Please count the lines below that contain the word "then", and reply with that number alone.

-- Excerpted records follows --

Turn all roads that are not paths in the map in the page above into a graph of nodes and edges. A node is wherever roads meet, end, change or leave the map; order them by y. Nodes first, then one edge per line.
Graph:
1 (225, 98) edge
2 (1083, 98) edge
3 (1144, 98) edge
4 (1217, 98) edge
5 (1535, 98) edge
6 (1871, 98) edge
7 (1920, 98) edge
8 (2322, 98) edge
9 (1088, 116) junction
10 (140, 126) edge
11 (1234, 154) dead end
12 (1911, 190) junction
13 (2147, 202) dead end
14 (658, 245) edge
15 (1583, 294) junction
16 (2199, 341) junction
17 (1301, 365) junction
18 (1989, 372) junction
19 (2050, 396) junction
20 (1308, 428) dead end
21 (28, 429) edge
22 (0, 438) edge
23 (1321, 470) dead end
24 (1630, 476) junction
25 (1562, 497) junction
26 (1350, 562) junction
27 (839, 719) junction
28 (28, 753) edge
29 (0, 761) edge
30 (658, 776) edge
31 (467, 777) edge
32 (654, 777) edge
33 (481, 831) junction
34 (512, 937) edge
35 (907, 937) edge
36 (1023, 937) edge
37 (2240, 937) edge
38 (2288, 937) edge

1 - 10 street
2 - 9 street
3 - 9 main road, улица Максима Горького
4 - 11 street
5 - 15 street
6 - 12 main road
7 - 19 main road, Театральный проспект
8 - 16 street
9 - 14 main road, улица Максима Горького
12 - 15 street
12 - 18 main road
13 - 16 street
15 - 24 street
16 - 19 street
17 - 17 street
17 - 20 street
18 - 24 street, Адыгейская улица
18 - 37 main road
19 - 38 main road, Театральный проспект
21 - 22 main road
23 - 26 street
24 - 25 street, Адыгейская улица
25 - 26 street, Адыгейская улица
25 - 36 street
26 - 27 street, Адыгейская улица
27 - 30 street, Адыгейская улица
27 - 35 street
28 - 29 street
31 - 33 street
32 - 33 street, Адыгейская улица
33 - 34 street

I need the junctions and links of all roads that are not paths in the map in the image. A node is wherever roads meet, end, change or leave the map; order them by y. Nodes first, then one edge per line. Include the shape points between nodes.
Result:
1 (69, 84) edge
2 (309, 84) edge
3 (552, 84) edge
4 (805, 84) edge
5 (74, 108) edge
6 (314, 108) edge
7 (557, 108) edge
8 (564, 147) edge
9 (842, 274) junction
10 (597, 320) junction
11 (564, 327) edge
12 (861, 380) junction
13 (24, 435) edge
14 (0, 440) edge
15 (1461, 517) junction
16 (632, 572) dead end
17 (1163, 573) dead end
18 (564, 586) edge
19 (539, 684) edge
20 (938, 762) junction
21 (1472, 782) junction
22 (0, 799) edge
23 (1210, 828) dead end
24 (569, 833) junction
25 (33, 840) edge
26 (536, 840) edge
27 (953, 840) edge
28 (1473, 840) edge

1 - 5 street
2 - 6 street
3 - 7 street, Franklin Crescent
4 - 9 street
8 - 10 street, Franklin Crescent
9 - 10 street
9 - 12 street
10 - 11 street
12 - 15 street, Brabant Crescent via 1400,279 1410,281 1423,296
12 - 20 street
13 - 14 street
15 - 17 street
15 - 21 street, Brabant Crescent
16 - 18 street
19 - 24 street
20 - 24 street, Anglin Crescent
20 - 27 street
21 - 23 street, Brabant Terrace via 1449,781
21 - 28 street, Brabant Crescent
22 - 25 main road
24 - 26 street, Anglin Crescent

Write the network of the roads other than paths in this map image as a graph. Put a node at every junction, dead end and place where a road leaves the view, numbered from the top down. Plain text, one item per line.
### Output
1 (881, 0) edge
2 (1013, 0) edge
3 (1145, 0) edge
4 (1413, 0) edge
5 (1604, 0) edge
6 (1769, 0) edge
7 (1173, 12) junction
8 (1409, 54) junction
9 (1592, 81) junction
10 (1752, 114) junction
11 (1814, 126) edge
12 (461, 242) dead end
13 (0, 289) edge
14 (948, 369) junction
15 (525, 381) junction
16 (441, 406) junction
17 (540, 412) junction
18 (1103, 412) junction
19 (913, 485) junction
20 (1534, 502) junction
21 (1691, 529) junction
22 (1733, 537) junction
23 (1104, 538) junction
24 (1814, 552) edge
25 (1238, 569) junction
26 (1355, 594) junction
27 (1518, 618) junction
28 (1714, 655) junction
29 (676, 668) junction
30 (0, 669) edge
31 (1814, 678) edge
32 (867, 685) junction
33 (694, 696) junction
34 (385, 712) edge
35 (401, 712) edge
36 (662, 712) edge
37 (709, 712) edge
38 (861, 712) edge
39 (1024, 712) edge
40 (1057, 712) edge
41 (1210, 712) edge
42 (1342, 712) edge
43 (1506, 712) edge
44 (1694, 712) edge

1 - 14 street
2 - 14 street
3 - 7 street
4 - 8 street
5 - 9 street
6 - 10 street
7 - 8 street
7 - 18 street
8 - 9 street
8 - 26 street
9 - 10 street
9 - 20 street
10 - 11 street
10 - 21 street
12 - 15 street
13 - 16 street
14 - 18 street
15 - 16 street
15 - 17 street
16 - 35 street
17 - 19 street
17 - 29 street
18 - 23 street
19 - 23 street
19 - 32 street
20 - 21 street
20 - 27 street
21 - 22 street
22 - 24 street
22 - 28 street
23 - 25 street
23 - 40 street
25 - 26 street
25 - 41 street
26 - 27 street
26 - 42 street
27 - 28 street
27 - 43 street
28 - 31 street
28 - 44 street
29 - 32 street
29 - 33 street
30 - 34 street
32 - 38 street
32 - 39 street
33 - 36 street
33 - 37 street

-- Excerpted records concluded --

== Answer to this exercise ==
2